E com o aproximar lento, a garota deu um grito ensurdecedor, roçando as costas mais ainda na parede, buscando se afastar do rapaz de forma célere, mas não tinha como fugir. Se sentia encurralada por Nero, com olhos azuis arregalados, e uma pupila extremamente dilatada, agitados em busca de uma rota de fuga.

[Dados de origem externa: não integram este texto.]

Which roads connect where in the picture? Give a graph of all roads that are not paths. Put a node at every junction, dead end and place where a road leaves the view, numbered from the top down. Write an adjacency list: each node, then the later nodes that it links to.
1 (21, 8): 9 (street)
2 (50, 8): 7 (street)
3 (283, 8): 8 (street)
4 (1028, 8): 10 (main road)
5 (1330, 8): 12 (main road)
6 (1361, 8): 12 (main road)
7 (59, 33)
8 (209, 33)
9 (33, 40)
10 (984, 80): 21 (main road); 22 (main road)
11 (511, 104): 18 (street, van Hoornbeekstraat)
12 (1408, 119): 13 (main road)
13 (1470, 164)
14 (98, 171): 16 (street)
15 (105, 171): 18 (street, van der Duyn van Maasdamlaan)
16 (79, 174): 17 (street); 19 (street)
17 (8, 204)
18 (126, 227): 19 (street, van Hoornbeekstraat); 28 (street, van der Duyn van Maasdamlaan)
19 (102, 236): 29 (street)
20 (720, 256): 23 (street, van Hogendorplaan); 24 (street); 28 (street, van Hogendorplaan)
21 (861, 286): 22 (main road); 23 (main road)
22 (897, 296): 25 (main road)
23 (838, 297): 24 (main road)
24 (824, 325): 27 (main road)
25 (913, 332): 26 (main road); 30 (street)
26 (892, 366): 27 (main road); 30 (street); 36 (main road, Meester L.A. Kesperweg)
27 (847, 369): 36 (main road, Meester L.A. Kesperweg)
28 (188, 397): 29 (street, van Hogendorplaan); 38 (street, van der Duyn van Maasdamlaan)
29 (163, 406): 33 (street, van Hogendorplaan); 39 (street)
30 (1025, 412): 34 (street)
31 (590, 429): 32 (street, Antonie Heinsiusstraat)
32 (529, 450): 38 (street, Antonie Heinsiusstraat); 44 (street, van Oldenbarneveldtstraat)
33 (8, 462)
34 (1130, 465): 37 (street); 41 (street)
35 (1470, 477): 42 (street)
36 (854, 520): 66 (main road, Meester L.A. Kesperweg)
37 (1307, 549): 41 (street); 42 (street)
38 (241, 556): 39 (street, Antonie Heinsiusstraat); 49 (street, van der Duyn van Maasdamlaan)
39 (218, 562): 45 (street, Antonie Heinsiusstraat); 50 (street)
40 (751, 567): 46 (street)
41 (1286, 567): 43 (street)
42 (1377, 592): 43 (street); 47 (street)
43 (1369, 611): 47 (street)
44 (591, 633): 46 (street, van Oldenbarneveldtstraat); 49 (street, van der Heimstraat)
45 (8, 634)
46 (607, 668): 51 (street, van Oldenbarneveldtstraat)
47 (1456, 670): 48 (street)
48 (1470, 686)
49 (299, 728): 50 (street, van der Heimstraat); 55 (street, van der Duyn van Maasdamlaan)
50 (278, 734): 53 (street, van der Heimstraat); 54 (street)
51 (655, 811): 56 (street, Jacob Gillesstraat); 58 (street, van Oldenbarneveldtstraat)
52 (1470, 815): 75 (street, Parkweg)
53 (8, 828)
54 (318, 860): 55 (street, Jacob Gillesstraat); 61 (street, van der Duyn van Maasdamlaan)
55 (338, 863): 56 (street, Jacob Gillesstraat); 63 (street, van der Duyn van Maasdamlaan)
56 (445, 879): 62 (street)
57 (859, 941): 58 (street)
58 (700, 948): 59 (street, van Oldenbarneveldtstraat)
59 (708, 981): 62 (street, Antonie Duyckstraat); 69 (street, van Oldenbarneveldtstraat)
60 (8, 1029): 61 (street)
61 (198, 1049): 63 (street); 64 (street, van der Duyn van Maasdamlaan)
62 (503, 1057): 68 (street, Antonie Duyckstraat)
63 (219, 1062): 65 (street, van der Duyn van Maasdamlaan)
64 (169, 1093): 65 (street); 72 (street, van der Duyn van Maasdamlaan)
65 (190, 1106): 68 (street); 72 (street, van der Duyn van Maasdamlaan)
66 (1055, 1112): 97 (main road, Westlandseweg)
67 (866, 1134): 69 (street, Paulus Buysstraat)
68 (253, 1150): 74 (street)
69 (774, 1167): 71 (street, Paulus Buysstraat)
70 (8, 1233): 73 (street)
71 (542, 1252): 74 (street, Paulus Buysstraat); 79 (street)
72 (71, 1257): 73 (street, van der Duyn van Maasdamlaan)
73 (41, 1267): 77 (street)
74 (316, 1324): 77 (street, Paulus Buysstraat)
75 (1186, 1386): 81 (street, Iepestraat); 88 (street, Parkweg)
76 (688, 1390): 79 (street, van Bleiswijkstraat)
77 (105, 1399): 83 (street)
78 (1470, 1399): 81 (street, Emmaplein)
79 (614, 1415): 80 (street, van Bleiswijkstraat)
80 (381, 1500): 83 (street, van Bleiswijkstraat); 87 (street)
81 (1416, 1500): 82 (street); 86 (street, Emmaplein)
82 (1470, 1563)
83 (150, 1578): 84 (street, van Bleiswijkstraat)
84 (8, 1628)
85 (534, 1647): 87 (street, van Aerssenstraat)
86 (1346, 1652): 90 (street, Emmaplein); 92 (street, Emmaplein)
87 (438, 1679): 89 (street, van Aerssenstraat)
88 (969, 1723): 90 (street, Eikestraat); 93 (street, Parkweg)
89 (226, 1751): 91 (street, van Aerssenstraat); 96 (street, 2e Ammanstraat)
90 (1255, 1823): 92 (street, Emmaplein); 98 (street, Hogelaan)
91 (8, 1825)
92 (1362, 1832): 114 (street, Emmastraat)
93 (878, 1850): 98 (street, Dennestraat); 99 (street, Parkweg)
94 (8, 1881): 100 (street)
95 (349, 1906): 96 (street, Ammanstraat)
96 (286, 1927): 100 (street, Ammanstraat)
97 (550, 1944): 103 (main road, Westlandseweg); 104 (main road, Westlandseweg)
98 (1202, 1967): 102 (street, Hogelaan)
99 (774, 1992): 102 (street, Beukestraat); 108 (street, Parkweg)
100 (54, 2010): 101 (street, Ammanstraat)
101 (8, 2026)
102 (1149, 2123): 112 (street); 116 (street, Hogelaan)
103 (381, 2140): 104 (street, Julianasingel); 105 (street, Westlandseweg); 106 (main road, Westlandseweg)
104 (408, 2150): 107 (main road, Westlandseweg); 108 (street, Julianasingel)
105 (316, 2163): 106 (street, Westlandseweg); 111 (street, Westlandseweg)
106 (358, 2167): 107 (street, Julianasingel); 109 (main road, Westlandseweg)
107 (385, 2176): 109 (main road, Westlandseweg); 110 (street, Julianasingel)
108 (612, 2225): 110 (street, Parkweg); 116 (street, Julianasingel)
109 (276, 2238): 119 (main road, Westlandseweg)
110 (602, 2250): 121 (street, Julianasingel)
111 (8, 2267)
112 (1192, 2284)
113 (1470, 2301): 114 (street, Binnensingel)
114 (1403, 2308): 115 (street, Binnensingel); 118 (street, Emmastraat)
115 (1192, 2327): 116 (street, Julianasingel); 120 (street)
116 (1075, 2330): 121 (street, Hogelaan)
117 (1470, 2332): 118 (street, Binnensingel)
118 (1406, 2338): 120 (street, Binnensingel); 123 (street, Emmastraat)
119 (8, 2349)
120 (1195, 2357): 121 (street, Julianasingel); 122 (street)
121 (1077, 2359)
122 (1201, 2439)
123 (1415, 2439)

— Se afaste! – Gritou novamente, palavras que o rapaz entendeu claramente, e a respiração ofegante se tornou mais evidente a cada tentativa frustrada de fugir.

— Eu estou aqui para ajudar! – Insistiu, parando de caminhar em direção da garota com o corpo baixo como estava, quase gatinhando, e apenas a encarou.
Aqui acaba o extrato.